In response, Lord Hogan-Howe said the Government should study the report and consider whether police should be investigating the incidents at all.
His comments come after a row sparked by the investigation into Allison Pearson.
The award-winning Telegraph journalist was visited by Essex Police officers at her home on Remembrance Sunday, who told her she was being investigated for inciting racial hatred with a post on social media from a year before.

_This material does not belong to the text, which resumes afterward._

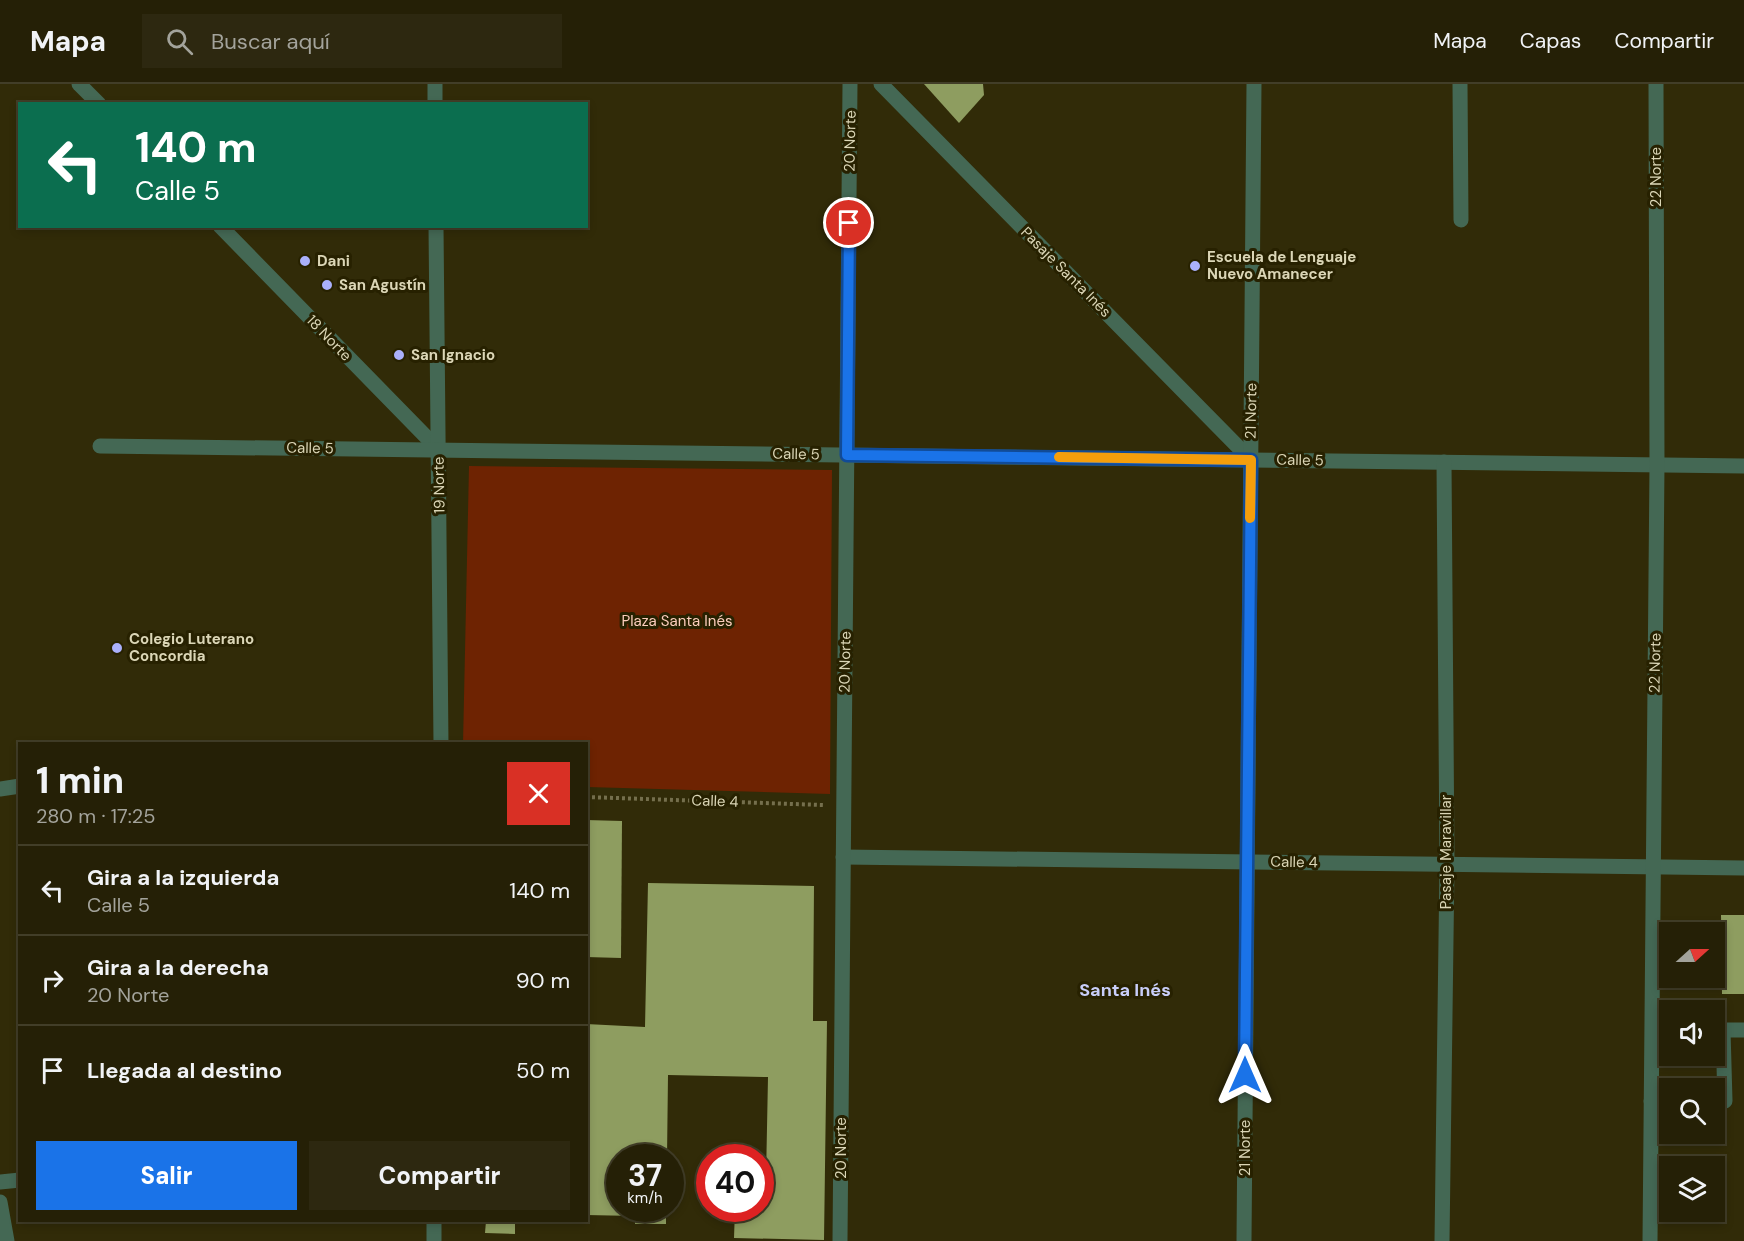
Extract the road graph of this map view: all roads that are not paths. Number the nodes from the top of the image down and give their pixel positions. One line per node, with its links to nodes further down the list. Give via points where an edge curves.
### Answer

The force later dropped the investigation.
While Pearson was being investigated for a crime, it prompted widespread scrutiny and criticism of non-crime hate incidents, which do not meet the criminal threshold but are recorded by police.

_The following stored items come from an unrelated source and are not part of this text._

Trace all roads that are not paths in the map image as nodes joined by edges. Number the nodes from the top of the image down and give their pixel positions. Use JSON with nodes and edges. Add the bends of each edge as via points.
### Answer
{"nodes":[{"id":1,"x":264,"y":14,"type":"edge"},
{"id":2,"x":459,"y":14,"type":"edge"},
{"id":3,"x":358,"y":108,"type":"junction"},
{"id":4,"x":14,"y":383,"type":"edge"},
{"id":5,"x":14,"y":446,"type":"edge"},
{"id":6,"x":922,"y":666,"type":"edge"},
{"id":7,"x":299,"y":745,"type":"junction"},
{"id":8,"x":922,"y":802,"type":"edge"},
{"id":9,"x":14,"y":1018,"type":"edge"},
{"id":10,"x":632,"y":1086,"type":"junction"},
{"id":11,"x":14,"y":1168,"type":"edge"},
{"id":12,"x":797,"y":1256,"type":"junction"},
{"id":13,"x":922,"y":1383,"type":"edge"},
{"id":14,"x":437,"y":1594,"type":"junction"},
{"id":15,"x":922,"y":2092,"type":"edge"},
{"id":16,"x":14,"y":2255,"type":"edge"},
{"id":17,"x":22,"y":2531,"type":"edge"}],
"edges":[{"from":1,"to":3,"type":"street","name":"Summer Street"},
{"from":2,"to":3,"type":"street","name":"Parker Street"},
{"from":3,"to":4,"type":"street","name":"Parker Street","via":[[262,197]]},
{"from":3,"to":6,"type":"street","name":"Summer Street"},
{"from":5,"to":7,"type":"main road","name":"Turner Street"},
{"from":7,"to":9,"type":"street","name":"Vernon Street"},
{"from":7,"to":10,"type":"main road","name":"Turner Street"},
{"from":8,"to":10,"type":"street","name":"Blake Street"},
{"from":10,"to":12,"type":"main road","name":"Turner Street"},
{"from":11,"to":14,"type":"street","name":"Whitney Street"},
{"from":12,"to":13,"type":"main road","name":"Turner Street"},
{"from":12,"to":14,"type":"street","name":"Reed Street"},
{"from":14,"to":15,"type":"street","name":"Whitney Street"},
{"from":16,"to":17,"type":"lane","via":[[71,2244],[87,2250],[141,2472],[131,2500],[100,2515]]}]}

Lord Hogan-Howe is the most senior policing figure to criticise non-crime hate incidents.
He said the original aim to log incidents that could lead to racist attacks after the murder of Stephen Lawrence was “well-intentioned”, but the way the rules had been introduced had led to “little debate about their efficacy”.
The Peer said police had no powers to investigate or interview “suspects” in non-crime hate incidents, which meant it had caused public concern when officers had done so.
Worth reading in full.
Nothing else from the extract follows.